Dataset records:
=-=-=-=-=
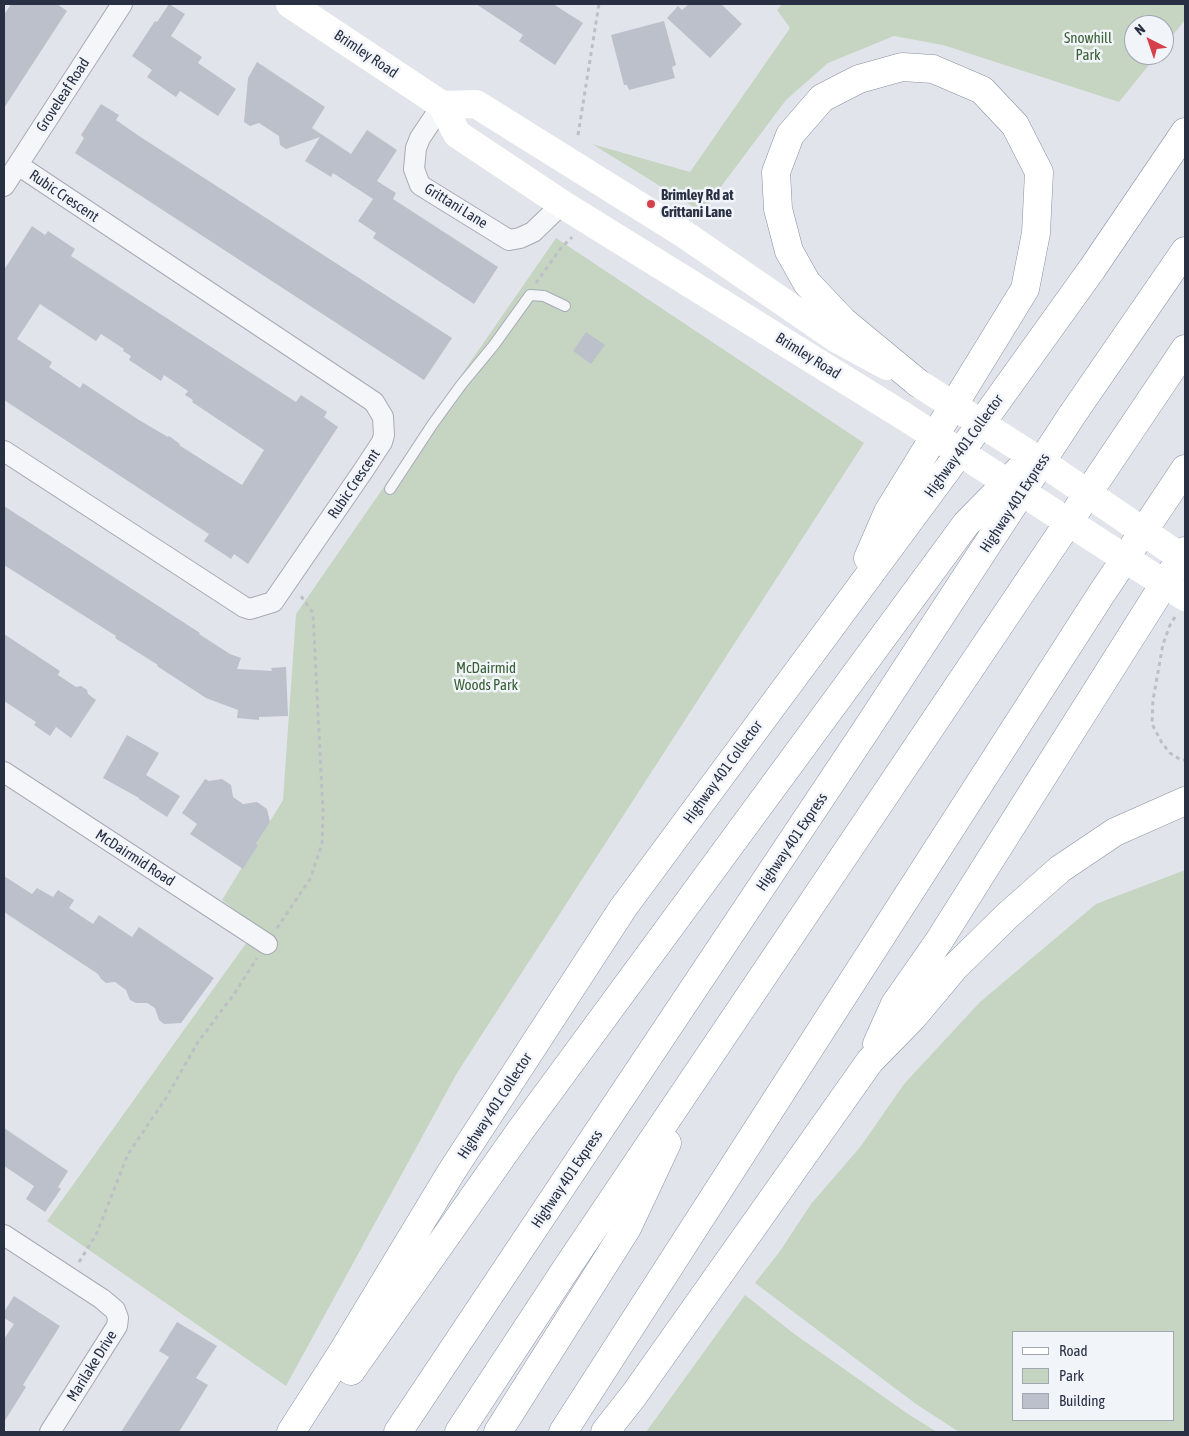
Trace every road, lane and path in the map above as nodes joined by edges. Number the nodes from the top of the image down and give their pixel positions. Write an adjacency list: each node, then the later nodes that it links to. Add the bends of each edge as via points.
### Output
1 (122, 4): 7 (street, Groveleaf Road)
2 (290, 4): 4 (main road, Brimley Road)
3 (599, 4): 6 (path)
4 (442, 105): 9 (main road, Brimley Road, via 457,134); 9 (street, Grittani Lane, via 416,148 414,169 420,185 509,240 533,232); 15 (main road, Brimley Road, via 476,104 680,232 837,339)
5 (1185, 132): 23 (main road, Highway 401 Collector, via 1059,316)
6 (578, 135)
7 (18, 165): 8 (street, Groveleaf Road); 17 (street, Rubic Crescent, via 374,402 383,417 384,435 273,602 250,609)
8 (4, 186)
9 (562, 204): 22 (main road, Brimley Road, bridge, via 902,415)
10 (572, 236): 12 (path)
11 (1185, 251): 16 (main road, Highway 401 Express)
12 (530, 295): 13 (lane, via 544,296); 19 (lane, via 432,424)
13 (565, 306)
14 (1185, 349): 30 (main road)
15 (918, 383): 21 (main road, Brimley Road, bridge); 23 (main road, via 843,321 807,283 789,251 778,209 776,172 790,135 822,98 859,79 902,67 933,69 982,90 1015,125 1039,172 1036,233 1025,289 888,512)
16 (1072, 415): 34 (main road, via 966,524 526,1123); 35 (main road, Highway 401 Express, via 861,738)
17 (4, 451)
18 (1185, 469): 38 (main road)
19 (390, 489)
20 (1185, 551): 29 (main road, via 939,941 895,1004)
21 (1185, 560)
22 (1185, 597)
23 (849, 601): 33 (main road, Highway 401 Collector, via 623,908 450,1174)
24 (1170, 625): 25 (path, via 1163,644 1152,724 1170,752)
25 (1185, 760)
26 (4, 772): 28 (street, McDairmid Road)
27 (1185, 801): 29 (main road, via 1115,832 1060,869 955,967)
28 (267, 944)
29 (870, 1062): 39 (main road, via 634,1396)
30 (703, 1068): 36 (main road); 37 (main road, via 627,1228)
31 (4, 1235): 32 (street, Marilake Drive, via 102,1299 115,1310 118,1318 117,1326)
32 (50, 1432)
33 (291, 1432)
34 (308, 1432)
35 (398, 1432)
36 (459, 1432)
37 (498, 1432)
38 (563, 1432)
39 (605, 1432)

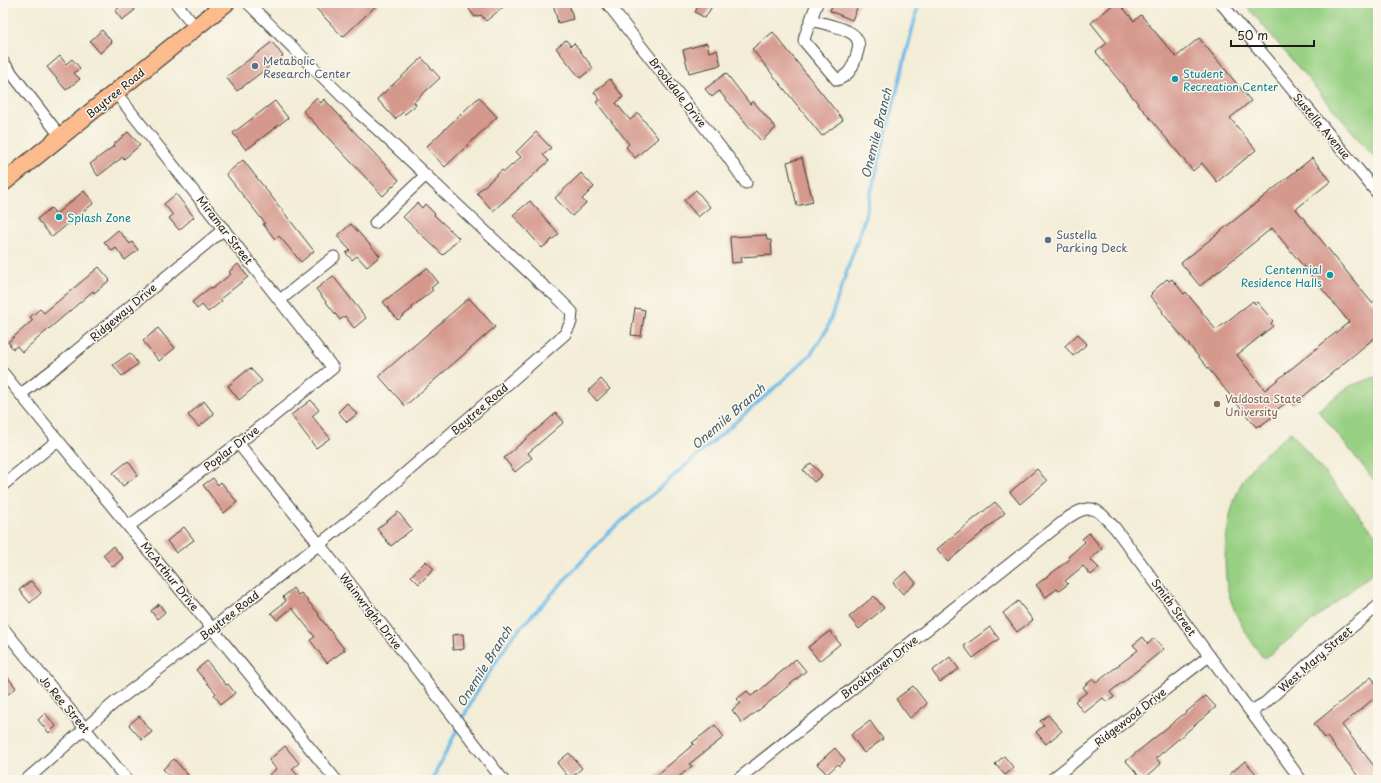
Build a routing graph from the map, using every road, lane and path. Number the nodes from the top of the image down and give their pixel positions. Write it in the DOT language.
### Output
graph roads {
  1 [pos="176,3"];
  2 [pos="226,3"];
  3 [pos="248,3"];
  4 [pos="608,3"];
  5 [pos="817,3"];
  6 [pos="1221,3"];
  7 [pos="811,20"];
  8 [pos="196,28"];
  9 [pos="3,62"];
  10 [pos="116,93"];
  11 [pos="61,136"];
  12 [pos="426,175"];
  13 [pos="3,183"];
  14 [pos="746,183"];
  15 [pos="1378,194"];
  16 [pos="375,224"];
  17 [pos="224,229"];
  18 [pos="334,257"];
  19 [pos="280,300"];
  20 [pos="333,368"];
  21 [pos="3,373"];
  22 [pos="21,394"];
  23 [pos="58,440"];
  24 [pos="238,443"];
  25 [pos="3,485"];
  26 [pos="129,526"];
  27 [pos="319,544"];
  28 [pos="1022,554"];
  29 [pos="1378,606"];
  30 [pos="3,628"];
  31 [pos="213,628"];
  32 [pos="1209,656"];
  33 [pos="1251,711"];
  34 [pos="85,728"];
  35 [pos="26,780"];
  36 [pos="127,780"];
  37 [pos="336,780"];
  38 [pos="503,780"];
  39 [pos="737,780"];
  40 [pos="1051,780"];
  41 [pos="1301,780"];
  1 -- 8 [label="street"];
  2 -- 8 [label="main road, Baytree Road"];
  3 -- 12 [label="street, Baytree Road"];
  4 -- 14 [label="street, Brookdale Drive"];
  5 -- 7 [label="street"];
  6 -- 15 [label="street, Sustella Avenue"];
  7 -- 7 [label="street"];
  8 -- 10 [label="main road, Baytree Road"];
  9 -- 11 [label="street"];
  10 -- 11 [label="main road, Baytree Road"];
  10 -- 17 [label="street, Miramar Street"];
  11 -- 13 [label="main road, Baytree Road"];
  12 -- 16 [label="street"];
  12 -- 27 [label="street, Baytree Road"];
  17 -- 19 [label="street, Miramar Street"];
  17 -- 22 [label="street, Ridgeway Drive"];
  18 -- 19 [label="street"];
  19 -- 20 [label="street, Miramar Street"];
  20 -- 24 [label="street, Poplar Drive"];
  21 -- 22 [label="street, McArthur Drive"];
  22 -- 23 [label="street, McArthur Drive"];
  23 -- 25 [label="street"];
  23 -- 26 [label="street, McArthur Drive"];
  24 -- 26 [label="street, Poplar Drive"];
  24 -- 27 [label="street, Wainwright Drive"];
  26 -- 31 [label="street, McArthur Drive"];
  27 -- 31 [label="street, Baytree Road"];
  27 -- 38 [label="street, Wainwright Drive"];
  28 -- 32 [label="street, Smith Street"];
  28 -- 39 [label="street, Brookhaven Drive"];
  29 -- 33 [label="street, West Mary Street"];
  30 -- 34 [label="street, Jo Ree Street"];
  31 -- 34 [label="street, Baytree Road"];
  31 -- 37 [label="street, McArthur Drive"];
  32 -- 33 [label="street, Smith Street"];
  32 -- 40 [label="street, Ridgewood Drive"];
  33 -- 41 [label="street, Smith Street"];
  34 -- 35 [label="street, Baytree Road"];
  34 -- 36 [label="street, Jo Ree Street"];
}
=-=-=-=-=
AIM OF THE EXERCISE:
Omit the pictures; print the records above exactly.

FINISHED EXERCISE:
Trace every road, lane and path in the map above as nodes joined by edges. Number the nodes from the top of the image down and give their pixel positions. Write an adjacency list: each node, then the later nodes that it links to. Add the bends of each edge as via points.
### Output
1 (122, 4): 7 (street, Groveleaf Road)
2 (290, 4): 4 (main road, Brimley Road)
3 (599, 4): 6 (path)
4 (442, 105): 9 (main road, Brimley Road, via 457,134); 9 (street, Grittani Lane, via 416,148 414,169 420,185 509,240 533,232); 15 (main road, Brimley Road, via 476,104 680,232 837,339)
5 (1185, 132): 23 (main road, Highway 401 Collector, via 1059,316)
6 (578, 135)
7 (18, 165): 8 (street, Groveleaf Road); 17 (street, Rubic Crescent, via 374,402 383,417 384,435 273,602 250,609)
8 (4, 186)
9 (562, 204): 22 (main road, Brimley Road, bridge, via 902,415)
10 (572, 236): 12 (path)
11 (1185, 251): 16 (main road, Highway 401 Express)
12 (530, 295): 13 (lane, via 544,296); 19 (lane, via 432,424)
13 (565, 306)
14 (1185, 349): 30 (main road)
15 (918, 383): 21 (main road, Brimley Road, bridge); 23 (main road, via 843,321 807,283 789,251 778,209 776,172 790,135 822,98 859,79 902,67 933,69 982,90 1015,125 1039,172 1036,233 1025,289 888,512)
16 (1072, 415): 34 (main road, via 966,524 526,1123); 35 (main road, Highway 401 Express, via 861,738)
17 (4, 451)
18 (1185, 469): 38 (main road)
19 (390, 489)
20 (1185, 551): 29 (main road, via 939,941 895,1004)
21 (1185, 560)
22 (1185, 597)
23 (849, 601): 33 (main road, Highway 401 Collector, via 623,908 450,1174)
24 (1170, 625): 25 (path, via 1163,644 1152,724 1170,752)
25 (1185, 760)
26 (4, 772): 28 (street, McDairmid Road)
27 (1185, 801): 29 (main road, via 1115,832 1060,869 955,967)
28 (267, 944)
29 (870, 1062): 39 (main road, via 634,1396)
30 (703, 1068): 36 (main road); 37 (main road, via 627,1228)
31 (4, 1235): 32 (street, Marilake Drive, via 102,1299 115,1310 118,1318 117,1326)
32 (50, 1432)
33 (291, 1432)
34 (308, 1432)
35 (398, 1432)
36 (459, 1432)
37 (498, 1432)
38 (563, 1432)
39 (605, 1432)

Build a routing graph from the map, using every road, lane and path. Number the nodes from the top of the image down and give their pixel positions. Write it in the DOT language.
### Output
graph roads {
  1 [pos="176,3"];
  2 [pos="226,3"];
  3 [pos="248,3"];
  4 [pos="608,3"];
  5 [pos="817,3"];
  6 [pos="1221,3"];
  7 [pos="811,20"];
  8 [pos="196,28"];
  9 [pos="3,62"];
  10 [pos="116,93"];
  11 [pos="61,136"];
  12 [pos="426,175"];
  13 [pos="3,183"];
  14 [pos="746,183"];
  15 [pos="1378,194"];
  16 [pos="375,224"];
  17 [pos="224,229"];
  18 [pos="334,257"];
  19 [pos="280,300"];
  20 [pos="333,368"];
  21 [pos="3,373"];
  22 [pos="21,394"];
  23 [pos="58,440"];
  24 [pos="238,443"];
  25 [pos="3,485"];
  26 [pos="129,526"];
  27 [pos="319,544"];
  28 [pos="1022,554"];
  29 [pos="1378,606"];
  30 [pos="3,628"];
  31 [pos="213,628"];
  32 [pos="1209,656"];
  33 [pos="1251,711"];
  34 [pos="85,728"];
  35 [pos="26,780"];
  36 [pos="127,780"];
  37 [pos="336,780"];
  38 [pos="503,780"];
  39 [pos="737,780"];
  40 [pos="1051,780"];
  41 [pos="1301,780"];
  1 -- 8 [label="street"];
  2 -- 8 [label="main road, Baytree Road"];
  3 -- 12 [label="street, Baytree Road"];
  4 -- 14 [label="street, Brookdale Drive"];
  5 -- 7 [label="street"];
  6 -- 15 [label="street, Sustella Avenue"];
  7 -- 7 [label="street"];
  8 -- 10 [label="main road, Baytree Road"];
  9 -- 11 [label="street"];
  10 -- 11 [label="main road, Baytree Road"];
  10 -- 17 [label="street, Miramar Street"];
  11 -- 13 [label="main road, Baytree Road"];
  12 -- 16 [label="street"];
  12 -- 27 [label="street, Baytree Road"];
  17 -- 19 [label="street, Miramar Street"];
  17 -- 22 [label="street, Ridgeway Drive"];
  18 -- 19 [label="street"];
  19 -- 20 [label="street, Miramar Street"];
  20 -- 24 [label="street, Poplar Drive"];
  21 -- 22 [label="street, McArthur Drive"];
  22 -- 23 [label="street, McArthur Drive"];
  23 -- 25 [label="street"];
  23 -- 26 [label="street, McArthur Drive"];
  24 -- 26 [label="street, Poplar Drive"];
  24 -- 27 [label="street, Wainwright Drive"];
  26 -- 31 [label="street, McArthur Drive"];
  27 -- 31 [label="street, Baytree Road"];
  27 -- 38 [label="street, Wainwright Drive"];
  28 -- 32 [label="street, Smith Street"];
  28 -- 39 [label="street, Brookhaven Drive"];
  29 -- 33 [label="street, West Mary Street"];
  30 -- 34 [label="street, Jo Ree Street"];
  31 -- 34 [label="street, Baytree Road"];
  31 -- 37 [label="street, McArthur Drive"];
  32 -- 33 [label="street, Smith Street"];
  32 -- 40 [label="street, Ridgewood Drive"];
  33 -- 41 [label="street, Smith Street"];
  34 -- 35 [label="street, Baytree Road"];
  34 -- 36 [label="street, Jo Ree Street"];
}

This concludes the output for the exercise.